§ Work request: The answer must be a single number: the count of lines in the listing that hold the string "Give".

§ Supplied records:
_____
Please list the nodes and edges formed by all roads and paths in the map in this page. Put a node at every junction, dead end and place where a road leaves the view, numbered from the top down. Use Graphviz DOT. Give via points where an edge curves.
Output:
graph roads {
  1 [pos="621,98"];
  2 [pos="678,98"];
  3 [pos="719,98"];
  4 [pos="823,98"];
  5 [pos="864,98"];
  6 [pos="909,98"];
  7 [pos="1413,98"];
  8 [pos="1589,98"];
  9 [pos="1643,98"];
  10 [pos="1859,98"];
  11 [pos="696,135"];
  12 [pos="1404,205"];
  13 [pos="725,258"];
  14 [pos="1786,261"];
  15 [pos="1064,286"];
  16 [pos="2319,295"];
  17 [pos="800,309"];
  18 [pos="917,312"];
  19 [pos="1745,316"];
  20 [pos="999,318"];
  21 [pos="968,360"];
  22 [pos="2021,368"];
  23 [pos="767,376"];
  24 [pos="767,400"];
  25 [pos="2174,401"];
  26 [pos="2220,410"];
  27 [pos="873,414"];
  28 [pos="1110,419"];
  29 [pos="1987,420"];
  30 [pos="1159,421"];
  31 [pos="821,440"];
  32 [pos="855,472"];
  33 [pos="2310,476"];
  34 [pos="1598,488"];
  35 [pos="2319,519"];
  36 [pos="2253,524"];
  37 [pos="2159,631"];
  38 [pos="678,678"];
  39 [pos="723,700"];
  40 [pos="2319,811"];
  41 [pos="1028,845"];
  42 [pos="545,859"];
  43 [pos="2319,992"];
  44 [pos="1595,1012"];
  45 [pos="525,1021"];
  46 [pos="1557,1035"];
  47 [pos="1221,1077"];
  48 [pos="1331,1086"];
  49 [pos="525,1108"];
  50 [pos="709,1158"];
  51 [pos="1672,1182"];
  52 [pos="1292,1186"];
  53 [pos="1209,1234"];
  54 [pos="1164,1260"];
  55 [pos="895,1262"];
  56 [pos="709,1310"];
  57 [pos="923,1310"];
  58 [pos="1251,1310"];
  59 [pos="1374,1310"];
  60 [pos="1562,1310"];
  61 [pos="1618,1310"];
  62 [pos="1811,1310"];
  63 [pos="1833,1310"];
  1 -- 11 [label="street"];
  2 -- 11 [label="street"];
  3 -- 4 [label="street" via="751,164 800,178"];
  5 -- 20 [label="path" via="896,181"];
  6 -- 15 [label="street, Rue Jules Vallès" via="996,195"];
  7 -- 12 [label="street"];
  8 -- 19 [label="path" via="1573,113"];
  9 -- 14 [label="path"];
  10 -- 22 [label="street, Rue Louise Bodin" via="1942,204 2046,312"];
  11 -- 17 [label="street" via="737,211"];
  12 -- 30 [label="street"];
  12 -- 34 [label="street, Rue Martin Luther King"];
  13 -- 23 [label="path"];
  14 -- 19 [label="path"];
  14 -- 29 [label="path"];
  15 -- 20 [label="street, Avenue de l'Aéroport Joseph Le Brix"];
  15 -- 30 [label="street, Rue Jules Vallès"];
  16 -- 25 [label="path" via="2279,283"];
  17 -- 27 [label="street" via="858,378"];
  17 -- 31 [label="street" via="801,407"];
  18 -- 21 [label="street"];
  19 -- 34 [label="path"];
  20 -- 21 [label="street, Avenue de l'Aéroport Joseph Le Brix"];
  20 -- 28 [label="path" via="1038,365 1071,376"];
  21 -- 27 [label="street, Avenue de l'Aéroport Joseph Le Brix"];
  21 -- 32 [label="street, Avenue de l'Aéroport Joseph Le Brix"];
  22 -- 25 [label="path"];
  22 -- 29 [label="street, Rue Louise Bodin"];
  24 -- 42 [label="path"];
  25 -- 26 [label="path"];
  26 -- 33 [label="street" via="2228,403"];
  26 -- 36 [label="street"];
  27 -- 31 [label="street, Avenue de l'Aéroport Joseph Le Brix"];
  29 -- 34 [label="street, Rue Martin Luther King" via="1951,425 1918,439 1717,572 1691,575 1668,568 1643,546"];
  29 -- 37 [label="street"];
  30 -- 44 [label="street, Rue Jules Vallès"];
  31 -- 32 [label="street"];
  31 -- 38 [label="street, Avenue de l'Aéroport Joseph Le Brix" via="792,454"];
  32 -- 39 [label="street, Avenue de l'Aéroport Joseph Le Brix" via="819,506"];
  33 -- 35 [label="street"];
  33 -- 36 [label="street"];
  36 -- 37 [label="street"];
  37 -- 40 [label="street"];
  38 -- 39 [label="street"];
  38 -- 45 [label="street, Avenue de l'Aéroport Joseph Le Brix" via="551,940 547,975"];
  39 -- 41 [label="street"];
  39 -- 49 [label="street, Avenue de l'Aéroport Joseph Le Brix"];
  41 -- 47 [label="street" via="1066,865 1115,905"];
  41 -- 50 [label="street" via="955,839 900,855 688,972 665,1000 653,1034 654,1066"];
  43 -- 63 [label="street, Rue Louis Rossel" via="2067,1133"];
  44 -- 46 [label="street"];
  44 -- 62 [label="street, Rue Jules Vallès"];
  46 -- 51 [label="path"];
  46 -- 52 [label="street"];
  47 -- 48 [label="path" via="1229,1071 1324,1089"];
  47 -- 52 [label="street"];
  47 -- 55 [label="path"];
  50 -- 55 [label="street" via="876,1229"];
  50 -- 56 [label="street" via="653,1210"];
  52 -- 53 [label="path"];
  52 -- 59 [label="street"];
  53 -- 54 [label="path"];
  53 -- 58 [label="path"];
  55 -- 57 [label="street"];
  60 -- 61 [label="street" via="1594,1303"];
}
_____
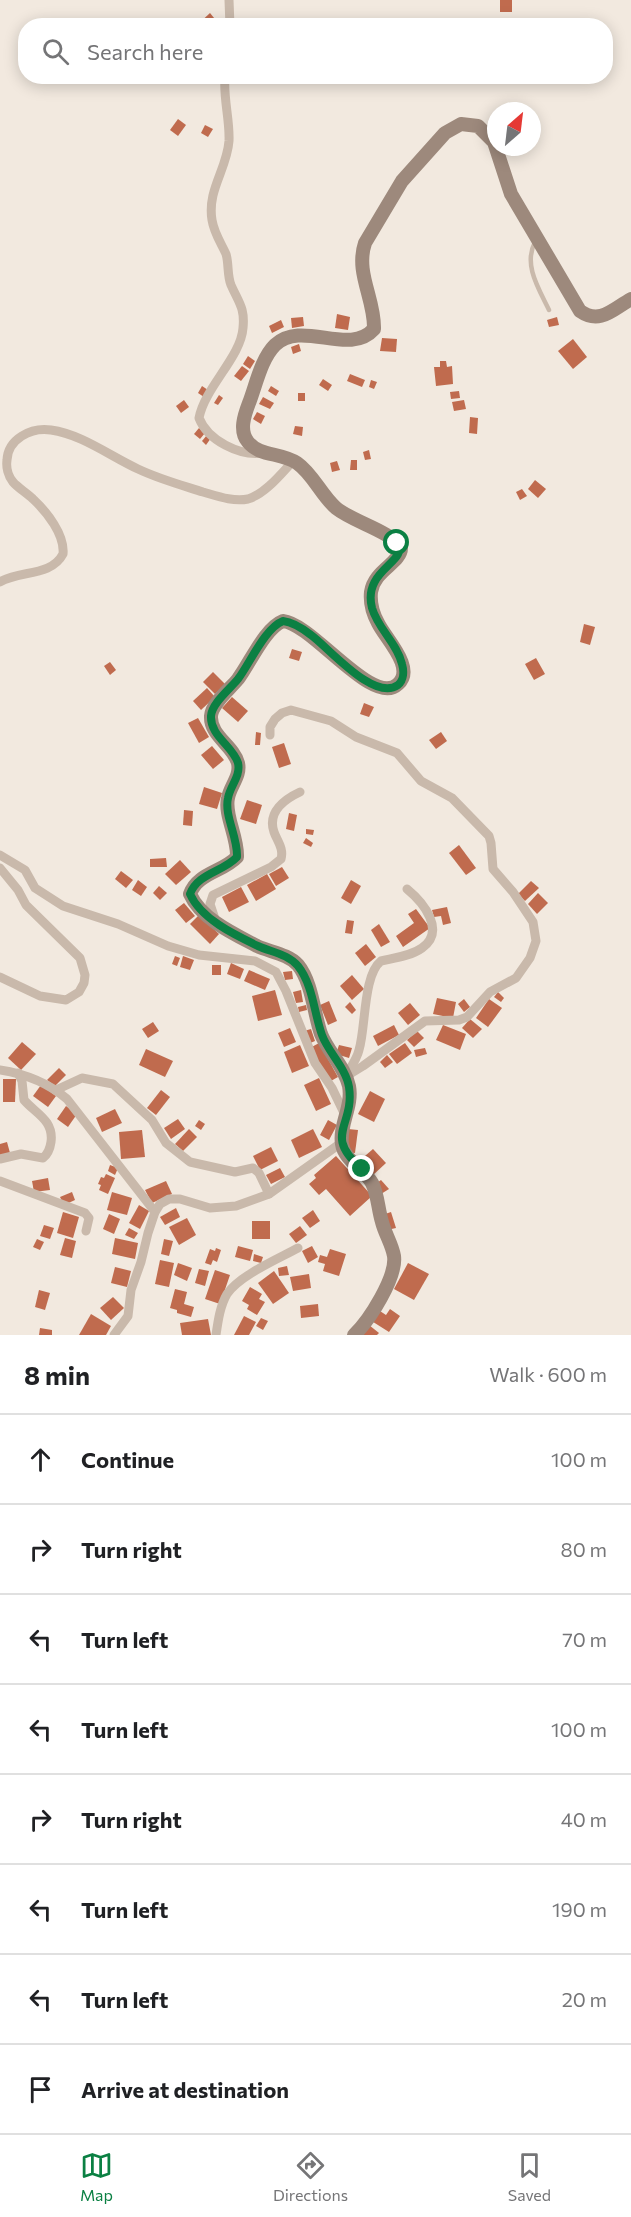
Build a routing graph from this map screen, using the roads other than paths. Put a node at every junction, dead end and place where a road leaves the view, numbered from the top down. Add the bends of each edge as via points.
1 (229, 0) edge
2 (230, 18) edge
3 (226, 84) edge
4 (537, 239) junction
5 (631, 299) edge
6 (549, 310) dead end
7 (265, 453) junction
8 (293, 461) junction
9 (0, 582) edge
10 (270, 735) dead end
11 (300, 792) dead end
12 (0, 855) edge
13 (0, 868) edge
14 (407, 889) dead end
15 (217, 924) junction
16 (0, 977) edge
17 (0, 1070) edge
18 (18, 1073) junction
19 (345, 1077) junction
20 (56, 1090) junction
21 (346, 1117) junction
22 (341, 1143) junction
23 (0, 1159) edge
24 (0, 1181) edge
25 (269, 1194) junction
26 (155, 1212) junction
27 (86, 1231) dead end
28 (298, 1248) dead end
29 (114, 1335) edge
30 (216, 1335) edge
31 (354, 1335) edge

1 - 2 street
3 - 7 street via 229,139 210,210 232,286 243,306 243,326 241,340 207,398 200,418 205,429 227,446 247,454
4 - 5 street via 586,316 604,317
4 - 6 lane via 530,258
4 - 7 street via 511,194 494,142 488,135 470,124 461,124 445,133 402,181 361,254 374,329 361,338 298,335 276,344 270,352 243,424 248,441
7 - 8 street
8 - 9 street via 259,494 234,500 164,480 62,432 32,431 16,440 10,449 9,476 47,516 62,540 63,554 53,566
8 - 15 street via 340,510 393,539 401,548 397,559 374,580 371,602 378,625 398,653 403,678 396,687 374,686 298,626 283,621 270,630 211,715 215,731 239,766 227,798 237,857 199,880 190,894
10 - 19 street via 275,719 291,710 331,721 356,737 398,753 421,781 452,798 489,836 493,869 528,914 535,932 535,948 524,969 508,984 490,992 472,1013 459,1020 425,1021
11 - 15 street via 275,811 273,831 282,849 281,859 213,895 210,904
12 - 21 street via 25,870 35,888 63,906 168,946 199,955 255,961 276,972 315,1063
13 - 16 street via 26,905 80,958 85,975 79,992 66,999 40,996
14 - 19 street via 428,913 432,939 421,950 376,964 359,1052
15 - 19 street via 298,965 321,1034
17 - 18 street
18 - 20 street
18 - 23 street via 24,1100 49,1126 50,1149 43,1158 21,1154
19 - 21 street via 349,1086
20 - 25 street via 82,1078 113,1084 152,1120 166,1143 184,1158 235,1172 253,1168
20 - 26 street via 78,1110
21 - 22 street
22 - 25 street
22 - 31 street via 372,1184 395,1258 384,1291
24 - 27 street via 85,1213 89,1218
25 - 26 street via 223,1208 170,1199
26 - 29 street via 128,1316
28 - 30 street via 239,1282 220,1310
_____
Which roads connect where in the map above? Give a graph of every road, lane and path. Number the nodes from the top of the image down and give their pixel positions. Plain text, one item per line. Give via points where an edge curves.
_____
§ Solution to this task: 2